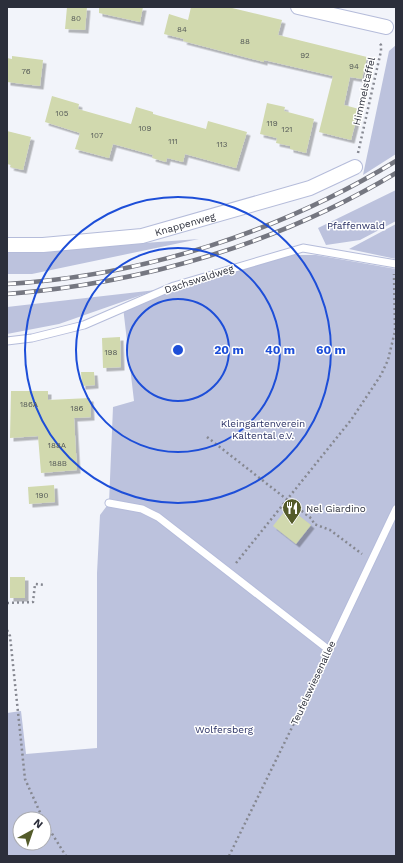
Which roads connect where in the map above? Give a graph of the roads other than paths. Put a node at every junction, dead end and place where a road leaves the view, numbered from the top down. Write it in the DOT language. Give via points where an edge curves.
graph roads {
  1 [pos="298,7"];
  2 [pos="386,27"];
  3 [pos="355,167"];
  4 [pos="7,245"];
  5 [pos="395,264"];
  6 [pos="7,341"];
  7 [pos="109,503"];
  8 [pos="396,509"];
  1 -- 2 [label="street"];
  3 -- 4 [label="street, Knappenweg" via="310,188 142,236 42,245"];
  5 -- 6 [label="lane, Dachswaldweg" via="303,248 174,286 84,325 32,338"];
  7 -- 8 [label="lane, Teufelswiesenallee" via="142,509 158,517 329,650"];
}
------------------------------------
• _YOUR TASK_:
Copy every line above exactly; images stay out.

• _SOLUTION FOR THIS TASK_:
Which roads connect where in the map above? Give a graph of the roads other than paths. Put a node at every junction, dead end and place where a road leaves the view, numbered from the top down. Write it in the DOT language. Give via points where an edge curves.
graph roads {
  1 [pos="298,7"];
  2 [pos="386,27"];
  3 [pos="355,167"];
  4 [pos="7,245"];
  5 [pos="395,264"];
  6 [pos="7,341"];
  7 [pos="109,503"];
  8 [pos="396,509"];
  1 -- 2 [label="street"];
  3 -- 4 [label="street, Knappenweg" via="310,188 142,236 42,245"];
  5 -- 6 [label="lane, Dachswaldweg" via="303,248 174,286 84,325 32,338"];
  7 -- 8 [label="lane, Teufelswiesenallee" via="142,509 158,517 329,650"];
}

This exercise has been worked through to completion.